Interactive Javascript + Canvas (Flot) powered graphs

Christian Stimming stimming at tuhh.de
Fri Jan 21 04:46:19 EST 2011


Zitat von Andy Clayton <q3aiml at gmail.com>:
> I've been playing around with using Flot  
> (http://code.google.com/p/flot/) to replace the goffice report  
> graphs, and it seems to work well. It (re?)introduces interactivity  
> and overall looks much more modern. It's rather clean too, as the  
> existing guile modules are simply changed to output the relevant  
> javascript instead of the <object> tag.

I think that's a great idea! Moving the code for interactivity  
directly into the HTML/javascript engine IMHO is a much more suitable  
approach than what we previous had with plenty of inter-language  
callbacks (from C to scheme to HTML back to C and to scheme again).

> * Would such an approach be considered for inclusion in trunk? If  
> so, then I'll cleanup my patches and post/attach to a bug for  
> comments. Or would a different approach be preferred?

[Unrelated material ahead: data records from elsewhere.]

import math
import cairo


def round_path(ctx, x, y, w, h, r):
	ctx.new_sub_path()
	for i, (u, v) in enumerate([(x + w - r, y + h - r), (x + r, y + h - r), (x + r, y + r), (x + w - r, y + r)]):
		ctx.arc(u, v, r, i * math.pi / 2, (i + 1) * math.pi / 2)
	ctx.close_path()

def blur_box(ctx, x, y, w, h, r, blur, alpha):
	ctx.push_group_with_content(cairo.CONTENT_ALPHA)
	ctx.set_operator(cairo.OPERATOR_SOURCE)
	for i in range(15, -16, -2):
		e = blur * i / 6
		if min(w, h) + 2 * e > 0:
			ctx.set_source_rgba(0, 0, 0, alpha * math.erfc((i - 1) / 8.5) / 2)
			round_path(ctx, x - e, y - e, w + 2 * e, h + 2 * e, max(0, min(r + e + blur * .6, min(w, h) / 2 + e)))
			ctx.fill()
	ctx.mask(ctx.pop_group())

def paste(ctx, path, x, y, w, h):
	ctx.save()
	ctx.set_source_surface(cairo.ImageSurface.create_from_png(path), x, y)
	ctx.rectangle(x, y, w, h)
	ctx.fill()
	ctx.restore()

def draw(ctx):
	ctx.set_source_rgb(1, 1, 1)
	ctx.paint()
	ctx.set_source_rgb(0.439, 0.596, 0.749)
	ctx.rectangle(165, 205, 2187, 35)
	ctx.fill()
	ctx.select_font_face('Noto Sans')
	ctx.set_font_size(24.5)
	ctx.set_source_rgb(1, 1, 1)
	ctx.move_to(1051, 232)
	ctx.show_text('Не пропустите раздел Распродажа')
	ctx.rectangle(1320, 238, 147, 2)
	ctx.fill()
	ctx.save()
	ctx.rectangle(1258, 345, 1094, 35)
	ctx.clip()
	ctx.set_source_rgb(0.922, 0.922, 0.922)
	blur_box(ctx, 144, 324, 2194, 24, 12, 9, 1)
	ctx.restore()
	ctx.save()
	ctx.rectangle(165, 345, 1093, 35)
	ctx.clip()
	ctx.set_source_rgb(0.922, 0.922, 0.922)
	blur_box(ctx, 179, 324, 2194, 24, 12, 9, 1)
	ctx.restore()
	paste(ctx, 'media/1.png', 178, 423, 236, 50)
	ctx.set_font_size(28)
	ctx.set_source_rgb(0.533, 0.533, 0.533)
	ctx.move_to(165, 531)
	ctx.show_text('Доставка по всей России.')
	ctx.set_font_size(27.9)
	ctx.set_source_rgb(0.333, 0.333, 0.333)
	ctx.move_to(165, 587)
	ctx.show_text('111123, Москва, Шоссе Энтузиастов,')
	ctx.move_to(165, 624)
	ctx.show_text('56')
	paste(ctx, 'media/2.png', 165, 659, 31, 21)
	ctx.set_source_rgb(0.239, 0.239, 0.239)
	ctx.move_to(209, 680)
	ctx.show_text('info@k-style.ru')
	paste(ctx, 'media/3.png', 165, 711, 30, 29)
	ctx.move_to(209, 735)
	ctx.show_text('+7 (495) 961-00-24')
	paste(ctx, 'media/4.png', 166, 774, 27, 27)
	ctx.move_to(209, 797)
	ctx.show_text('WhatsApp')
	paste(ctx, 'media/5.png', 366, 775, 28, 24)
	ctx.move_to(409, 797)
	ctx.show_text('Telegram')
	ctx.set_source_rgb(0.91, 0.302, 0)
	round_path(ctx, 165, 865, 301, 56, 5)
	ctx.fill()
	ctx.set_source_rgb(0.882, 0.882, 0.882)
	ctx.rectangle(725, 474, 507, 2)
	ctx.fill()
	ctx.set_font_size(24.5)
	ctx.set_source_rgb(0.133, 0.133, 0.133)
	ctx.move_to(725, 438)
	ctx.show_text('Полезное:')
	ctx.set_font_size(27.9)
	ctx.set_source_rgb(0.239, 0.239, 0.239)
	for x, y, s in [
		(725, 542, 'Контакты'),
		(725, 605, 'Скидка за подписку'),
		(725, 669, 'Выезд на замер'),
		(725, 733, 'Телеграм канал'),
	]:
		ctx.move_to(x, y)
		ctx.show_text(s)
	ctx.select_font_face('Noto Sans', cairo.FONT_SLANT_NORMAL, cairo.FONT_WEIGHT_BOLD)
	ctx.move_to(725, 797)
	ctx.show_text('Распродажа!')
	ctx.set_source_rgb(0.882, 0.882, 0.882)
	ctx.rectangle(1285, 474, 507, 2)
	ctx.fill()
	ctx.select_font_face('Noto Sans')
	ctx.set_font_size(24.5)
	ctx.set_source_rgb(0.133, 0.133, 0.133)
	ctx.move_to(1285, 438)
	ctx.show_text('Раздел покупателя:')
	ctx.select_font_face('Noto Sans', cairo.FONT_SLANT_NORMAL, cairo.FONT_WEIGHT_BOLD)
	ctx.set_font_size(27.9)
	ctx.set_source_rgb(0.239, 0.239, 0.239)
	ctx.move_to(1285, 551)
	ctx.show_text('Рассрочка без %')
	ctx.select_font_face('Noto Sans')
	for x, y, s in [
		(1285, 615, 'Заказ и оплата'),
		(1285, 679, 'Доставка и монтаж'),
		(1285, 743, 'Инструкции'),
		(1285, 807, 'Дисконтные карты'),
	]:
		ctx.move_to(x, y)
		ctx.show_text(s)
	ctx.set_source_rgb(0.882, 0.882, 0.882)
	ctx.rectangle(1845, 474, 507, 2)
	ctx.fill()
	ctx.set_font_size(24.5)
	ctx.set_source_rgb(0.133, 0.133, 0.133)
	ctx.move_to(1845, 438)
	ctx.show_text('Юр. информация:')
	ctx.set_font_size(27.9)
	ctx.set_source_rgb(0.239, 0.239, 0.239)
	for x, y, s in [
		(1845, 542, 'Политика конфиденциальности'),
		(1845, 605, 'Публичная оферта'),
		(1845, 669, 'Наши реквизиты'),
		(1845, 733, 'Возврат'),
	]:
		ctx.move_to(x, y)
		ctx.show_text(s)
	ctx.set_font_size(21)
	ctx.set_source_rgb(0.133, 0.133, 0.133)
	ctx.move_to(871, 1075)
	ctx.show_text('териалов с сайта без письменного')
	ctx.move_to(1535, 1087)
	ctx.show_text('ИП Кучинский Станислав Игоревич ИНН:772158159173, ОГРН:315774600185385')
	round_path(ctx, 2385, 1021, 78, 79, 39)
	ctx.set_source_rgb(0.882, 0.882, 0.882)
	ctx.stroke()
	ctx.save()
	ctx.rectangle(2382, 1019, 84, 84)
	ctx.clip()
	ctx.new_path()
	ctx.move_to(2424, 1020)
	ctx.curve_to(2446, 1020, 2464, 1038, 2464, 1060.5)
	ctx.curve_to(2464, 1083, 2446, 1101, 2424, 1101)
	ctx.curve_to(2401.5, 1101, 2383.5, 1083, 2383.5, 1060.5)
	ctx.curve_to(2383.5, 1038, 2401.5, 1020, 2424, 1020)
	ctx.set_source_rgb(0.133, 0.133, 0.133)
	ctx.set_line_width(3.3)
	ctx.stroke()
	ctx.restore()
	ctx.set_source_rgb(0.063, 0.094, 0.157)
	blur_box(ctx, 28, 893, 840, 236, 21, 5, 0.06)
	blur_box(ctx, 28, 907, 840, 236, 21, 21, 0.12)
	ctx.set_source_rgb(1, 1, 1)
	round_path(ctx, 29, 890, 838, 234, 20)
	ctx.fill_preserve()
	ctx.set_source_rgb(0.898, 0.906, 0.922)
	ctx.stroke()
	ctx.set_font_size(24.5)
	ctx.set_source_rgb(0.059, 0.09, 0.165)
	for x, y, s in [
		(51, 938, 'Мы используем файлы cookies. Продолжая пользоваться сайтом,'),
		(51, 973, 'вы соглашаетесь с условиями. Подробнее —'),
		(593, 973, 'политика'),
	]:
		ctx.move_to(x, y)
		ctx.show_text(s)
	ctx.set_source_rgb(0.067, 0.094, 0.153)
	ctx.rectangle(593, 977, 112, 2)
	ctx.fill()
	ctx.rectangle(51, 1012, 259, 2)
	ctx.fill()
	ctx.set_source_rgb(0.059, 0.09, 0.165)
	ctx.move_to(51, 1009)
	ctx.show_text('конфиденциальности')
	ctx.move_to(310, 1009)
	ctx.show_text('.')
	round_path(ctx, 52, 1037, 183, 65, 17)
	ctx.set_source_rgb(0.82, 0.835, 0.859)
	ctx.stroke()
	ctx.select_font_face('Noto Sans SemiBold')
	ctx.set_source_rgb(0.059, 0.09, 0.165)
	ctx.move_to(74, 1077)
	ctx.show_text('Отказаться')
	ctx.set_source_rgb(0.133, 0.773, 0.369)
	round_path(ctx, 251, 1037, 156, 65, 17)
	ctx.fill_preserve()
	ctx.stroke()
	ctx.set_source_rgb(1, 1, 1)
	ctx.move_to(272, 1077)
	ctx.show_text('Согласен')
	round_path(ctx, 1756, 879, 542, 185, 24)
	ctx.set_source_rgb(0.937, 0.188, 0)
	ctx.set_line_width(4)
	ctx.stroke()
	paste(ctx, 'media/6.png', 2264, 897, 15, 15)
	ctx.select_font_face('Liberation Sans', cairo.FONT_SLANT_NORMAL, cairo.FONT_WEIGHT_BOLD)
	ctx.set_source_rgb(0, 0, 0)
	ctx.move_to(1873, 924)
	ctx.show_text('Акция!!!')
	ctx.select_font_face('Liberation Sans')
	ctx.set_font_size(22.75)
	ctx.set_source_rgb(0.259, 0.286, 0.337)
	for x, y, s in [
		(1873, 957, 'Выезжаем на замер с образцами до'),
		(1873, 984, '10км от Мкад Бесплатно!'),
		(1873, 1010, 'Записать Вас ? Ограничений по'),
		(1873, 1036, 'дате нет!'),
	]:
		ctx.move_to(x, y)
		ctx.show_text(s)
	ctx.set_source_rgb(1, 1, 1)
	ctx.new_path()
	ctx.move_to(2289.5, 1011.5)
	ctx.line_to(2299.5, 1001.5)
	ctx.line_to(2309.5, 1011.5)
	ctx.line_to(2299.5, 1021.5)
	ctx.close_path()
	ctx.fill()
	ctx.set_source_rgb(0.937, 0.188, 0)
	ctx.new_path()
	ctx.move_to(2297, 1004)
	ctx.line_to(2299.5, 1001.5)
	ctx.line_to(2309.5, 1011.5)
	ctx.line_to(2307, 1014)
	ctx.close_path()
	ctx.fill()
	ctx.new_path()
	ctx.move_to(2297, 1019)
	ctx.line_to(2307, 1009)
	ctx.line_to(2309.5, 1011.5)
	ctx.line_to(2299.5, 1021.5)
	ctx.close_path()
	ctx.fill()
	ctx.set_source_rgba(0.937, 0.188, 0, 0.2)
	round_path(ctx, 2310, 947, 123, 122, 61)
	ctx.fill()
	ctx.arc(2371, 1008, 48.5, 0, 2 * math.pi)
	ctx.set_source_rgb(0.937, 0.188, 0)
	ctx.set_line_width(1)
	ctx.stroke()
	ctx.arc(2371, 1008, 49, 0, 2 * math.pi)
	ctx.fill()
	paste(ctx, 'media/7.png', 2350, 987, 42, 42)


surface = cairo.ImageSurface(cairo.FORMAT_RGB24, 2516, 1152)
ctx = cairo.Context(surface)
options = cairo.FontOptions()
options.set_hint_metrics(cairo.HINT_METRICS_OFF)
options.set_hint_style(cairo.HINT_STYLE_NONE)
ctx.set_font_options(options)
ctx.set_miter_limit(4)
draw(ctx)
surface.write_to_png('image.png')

I do consider this for inclusion in trunk immediately.

> * Assuming inclusion would there be support for dropping goffice and  
> gtkhtml? Remember this would be trunk/2.6, not 2.4.x.

Yes, as soon as this feature is up and running (i.e. the previous  
charting functions are available in the new code and there is no major  
regression), I support dropping goffice and gtkhtml altogether, rather  
soon. This will for sure mean we will branch off a 2.4 stable branch  
that doesn't have this feature (or not yet activated) and will stick  
to the existing webkit or gtkhtml implementation. Your feature will  
then be available in trunk, but that's what trunk is for.

> While it would be easy enough to have the guile modules switch  
> between their current output and the JS output depending on if  
> webkit is enabled, I'm not sure that is the best choice. The biggest  
> reason I see for removing them is to keep a more cohesive product.  
> It avoids issues where users need to wonder "Do I have the gnucash  
> with the new graphs?" or "Why does this review/tutorial/blog's  
> gnucash have sexy graphs while mine are blah?". In addition dropping  
> unnecessary dependencies and code, thereby lowering maintenance and  
> duplicated development effort, always seems like a good thing.

Both are completely valid points and as I said IMHO there is enough  
benefit for us so that I support dropping gtkhtml/goffice completely  
in trunk. (AFTER the new code is able to provide similar chart display  
features, that is.)

Different from John's idea about additionally dropping scheme, I think  
your proposal doesn't touch the report creation code, which is where  
we are using the majority of scheme code. So your proposal doesn't  
touch the scheme question anyway. Your code will be changing the  
presentation of the (chart) reports, but the generation of the numbers  
that are shown in the reports is a different matter and will continue  
to be done in scheme. This may not be the best solution, but changing  
that to a different platform (python, javascript, ruby etc) firstly  
requires suitable wrappers of the gnucash engine for that language,  
which we have for scheme and partly for python but surely not for  
javascript.

I'm looking forward to your contributions! (As usual, the best place  
for patches is bugzilla with maybe an additional email here.)